THE DATA =
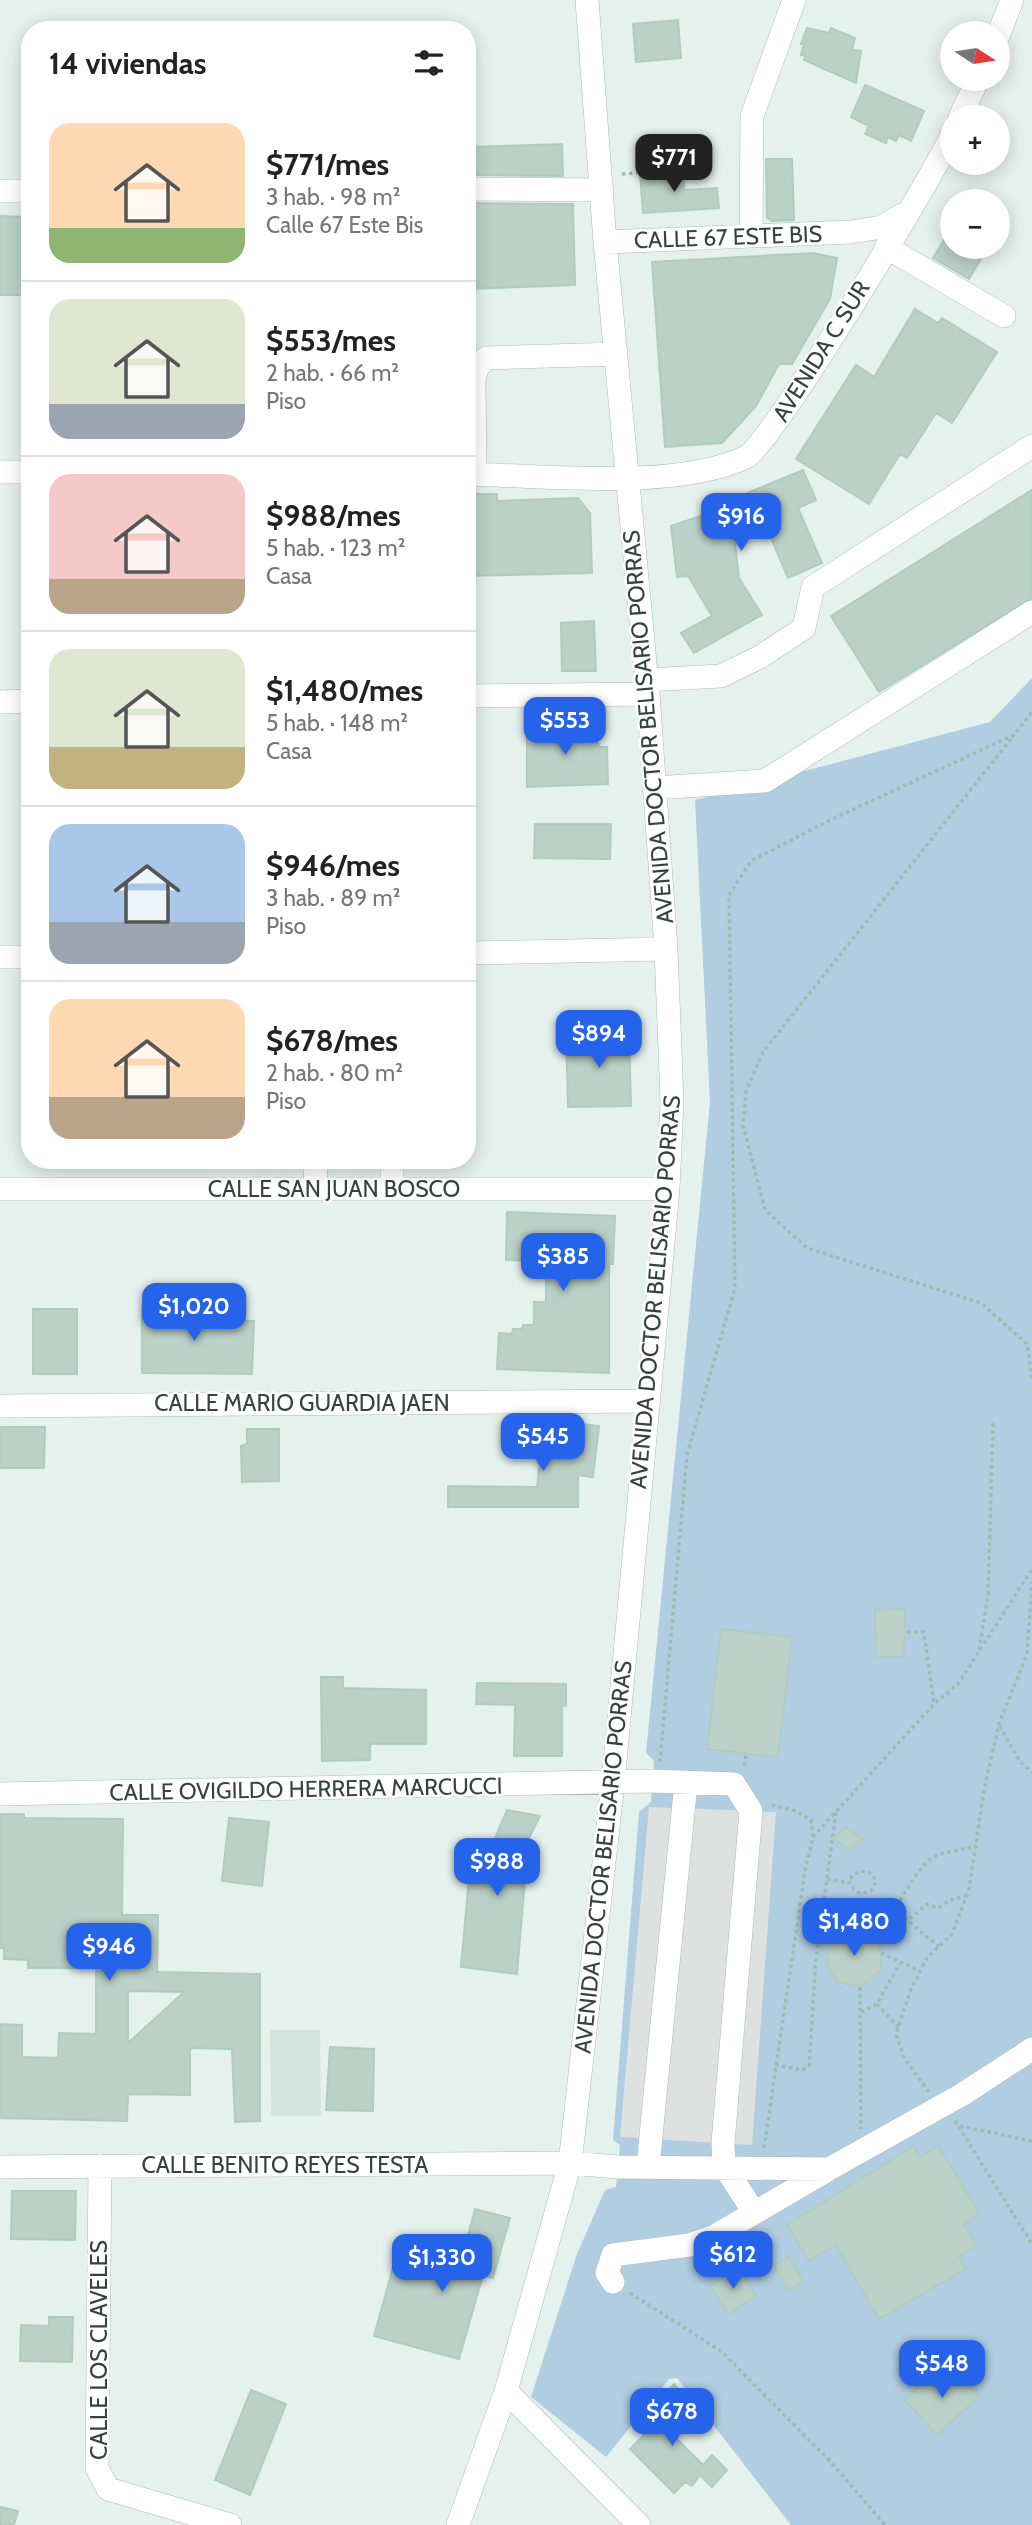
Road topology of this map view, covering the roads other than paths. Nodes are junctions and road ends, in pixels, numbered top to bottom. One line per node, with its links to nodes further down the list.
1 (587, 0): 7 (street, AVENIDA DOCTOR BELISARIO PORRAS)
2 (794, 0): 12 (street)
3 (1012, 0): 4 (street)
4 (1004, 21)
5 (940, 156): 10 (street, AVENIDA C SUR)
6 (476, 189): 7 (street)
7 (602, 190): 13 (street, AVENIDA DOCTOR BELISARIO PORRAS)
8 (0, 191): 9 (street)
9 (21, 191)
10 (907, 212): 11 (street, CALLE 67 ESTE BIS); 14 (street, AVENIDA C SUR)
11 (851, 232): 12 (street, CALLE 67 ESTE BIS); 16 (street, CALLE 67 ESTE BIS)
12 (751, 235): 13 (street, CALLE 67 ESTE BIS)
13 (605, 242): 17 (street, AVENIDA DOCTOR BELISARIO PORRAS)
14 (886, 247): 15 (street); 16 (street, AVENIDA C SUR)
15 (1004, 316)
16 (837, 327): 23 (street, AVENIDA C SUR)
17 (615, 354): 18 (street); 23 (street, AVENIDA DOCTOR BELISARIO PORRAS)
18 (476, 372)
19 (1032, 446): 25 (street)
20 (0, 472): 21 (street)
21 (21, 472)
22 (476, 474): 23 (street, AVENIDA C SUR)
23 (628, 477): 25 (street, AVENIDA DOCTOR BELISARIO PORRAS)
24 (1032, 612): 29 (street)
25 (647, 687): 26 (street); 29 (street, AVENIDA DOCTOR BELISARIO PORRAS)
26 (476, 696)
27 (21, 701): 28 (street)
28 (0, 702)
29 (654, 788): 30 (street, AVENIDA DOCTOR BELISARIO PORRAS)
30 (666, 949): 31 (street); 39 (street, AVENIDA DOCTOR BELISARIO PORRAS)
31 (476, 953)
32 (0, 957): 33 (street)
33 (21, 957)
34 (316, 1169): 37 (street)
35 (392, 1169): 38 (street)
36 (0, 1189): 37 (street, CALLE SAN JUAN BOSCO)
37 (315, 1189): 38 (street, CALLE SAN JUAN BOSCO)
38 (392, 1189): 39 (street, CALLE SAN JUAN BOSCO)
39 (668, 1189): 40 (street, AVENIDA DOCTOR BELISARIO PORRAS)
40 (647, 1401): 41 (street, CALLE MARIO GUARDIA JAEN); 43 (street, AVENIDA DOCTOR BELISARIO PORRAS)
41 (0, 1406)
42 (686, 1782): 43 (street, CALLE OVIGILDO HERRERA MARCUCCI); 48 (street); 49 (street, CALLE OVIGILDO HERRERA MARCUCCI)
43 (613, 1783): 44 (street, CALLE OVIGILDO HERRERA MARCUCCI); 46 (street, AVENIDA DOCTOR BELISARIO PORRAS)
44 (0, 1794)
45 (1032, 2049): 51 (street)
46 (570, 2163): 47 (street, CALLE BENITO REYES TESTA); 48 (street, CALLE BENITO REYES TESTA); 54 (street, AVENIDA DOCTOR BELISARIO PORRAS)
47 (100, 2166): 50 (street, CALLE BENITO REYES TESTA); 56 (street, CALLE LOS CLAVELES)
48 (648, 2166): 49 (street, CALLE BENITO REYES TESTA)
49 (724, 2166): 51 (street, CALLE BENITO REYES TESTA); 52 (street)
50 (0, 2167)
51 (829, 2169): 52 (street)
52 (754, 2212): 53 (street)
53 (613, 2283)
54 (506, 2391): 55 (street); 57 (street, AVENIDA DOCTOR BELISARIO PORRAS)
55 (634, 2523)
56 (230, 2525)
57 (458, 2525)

ACTION ITEM =
With images left out, the data must be transcribed exactly.

SOLUTION TO THE EXERCISE =
Road topology of this map view, covering the roads other than paths. Nodes are junctions and road ends, in pixels, numbered top to bottom. One line per node, with its links to nodes further down the list.
1 (587, 0): 7 (street, AVENIDA DOCTOR BELISARIO PORRAS)
2 (794, 0): 12 (street)
3 (1012, 0): 4 (street)
4 (1004, 21)
5 (940, 156): 10 (street, AVENIDA C SUR)
6 (476, 189): 7 (street)
7 (602, 190): 13 (street, AVENIDA DOCTOR BELISARIO PORRAS)
8 (0, 191): 9 (street)
9 (21, 191)
10 (907, 212): 11 (street, CALLE 67 ESTE BIS); 14 (street, AVENIDA C SUR)
11 (851, 232): 12 (street, CALLE 67 ESTE BIS); 16 (street, CALLE 67 ESTE BIS)
12 (751, 235): 13 (street, CALLE 67 ESTE BIS)
13 (605, 242): 17 (street, AVENIDA DOCTOR BELISARIO PORRAS)
14 (886, 247): 15 (street); 16 (street, AVENIDA C SUR)
15 (1004, 316)
16 (837, 327): 23 (street, AVENIDA C SUR)
17 (615, 354): 18 (street); 23 (street, AVENIDA DOCTOR BELISARIO PORRAS)
18 (476, 372)
19 (1032, 446): 25 (street)
20 (0, 472): 21 (street)
21 (21, 472)
22 (476, 474): 23 (street, AVENIDA C SUR)
23 (628, 477): 25 (street, AVENIDA DOCTOR BELISARIO PORRAS)
24 (1032, 612): 29 (street)
25 (647, 687): 26 (street); 29 (street, AVENIDA DOCTOR BELISARIO PORRAS)
26 (476, 696)
27 (21, 701): 28 (street)
28 (0, 702)
29 (654, 788): 30 (street, AVENIDA DOCTOR BELISARIO PORRAS)
30 (666, 949): 31 (street); 39 (street, AVENIDA DOCTOR BELISARIO PORRAS)
31 (476, 953)
32 (0, 957): 33 (street)
33 (21, 957)
34 (316, 1169): 37 (street)
35 (392, 1169): 38 (street)
36 (0, 1189): 37 (street, CALLE SAN JUAN BOSCO)
37 (315, 1189): 38 (street, CALLE SAN JUAN BOSCO)
38 (392, 1189): 39 (street, CALLE SAN JUAN BOSCO)
39 (668, 1189): 40 (street, AVENIDA DOCTOR BELISARIO PORRAS)
40 (647, 1401): 41 (street, CALLE MARIO GUARDIA JAEN); 43 (street, AVENIDA DOCTOR BELISARIO PORRAS)
41 (0, 1406)
42 (686, 1782): 43 (street, CALLE OVIGILDO HERRERA MARCUCCI); 48 (street); 49 (street, CALLE OVIGILDO HERRERA MARCUCCI)
43 (613, 1783): 44 (street, CALLE OVIGILDO HERRERA MARCUCCI); 46 (street, AVENIDA DOCTOR BELISARIO PORRAS)
44 (0, 1794)
45 (1032, 2049): 51 (street)
46 (570, 2163): 47 (street, CALLE BENITO REYES TESTA); 48 (street, CALLE BENITO REYES TESTA); 54 (street, AVENIDA DOCTOR BELISARIO PORRAS)
47 (100, 2166): 50 (street, CALLE BENITO REYES TESTA); 56 (street, CALLE LOS CLAVELES)
48 (648, 2166): 49 (street, CALLE BENITO REYES TESTA)
49 (724, 2166): 51 (street, CALLE BENITO REYES TESTA); 52 (street)
50 (0, 2167)
51 (829, 2169): 52 (street)
52 (754, 2212): 53 (street)
53 (613, 2283)
54 (506, 2391): 55 (street); 57 (street, AVENIDA DOCTOR BELISARIO PORRAS)
55 (634, 2523)
56 (230, 2525)
57 (458, 2525)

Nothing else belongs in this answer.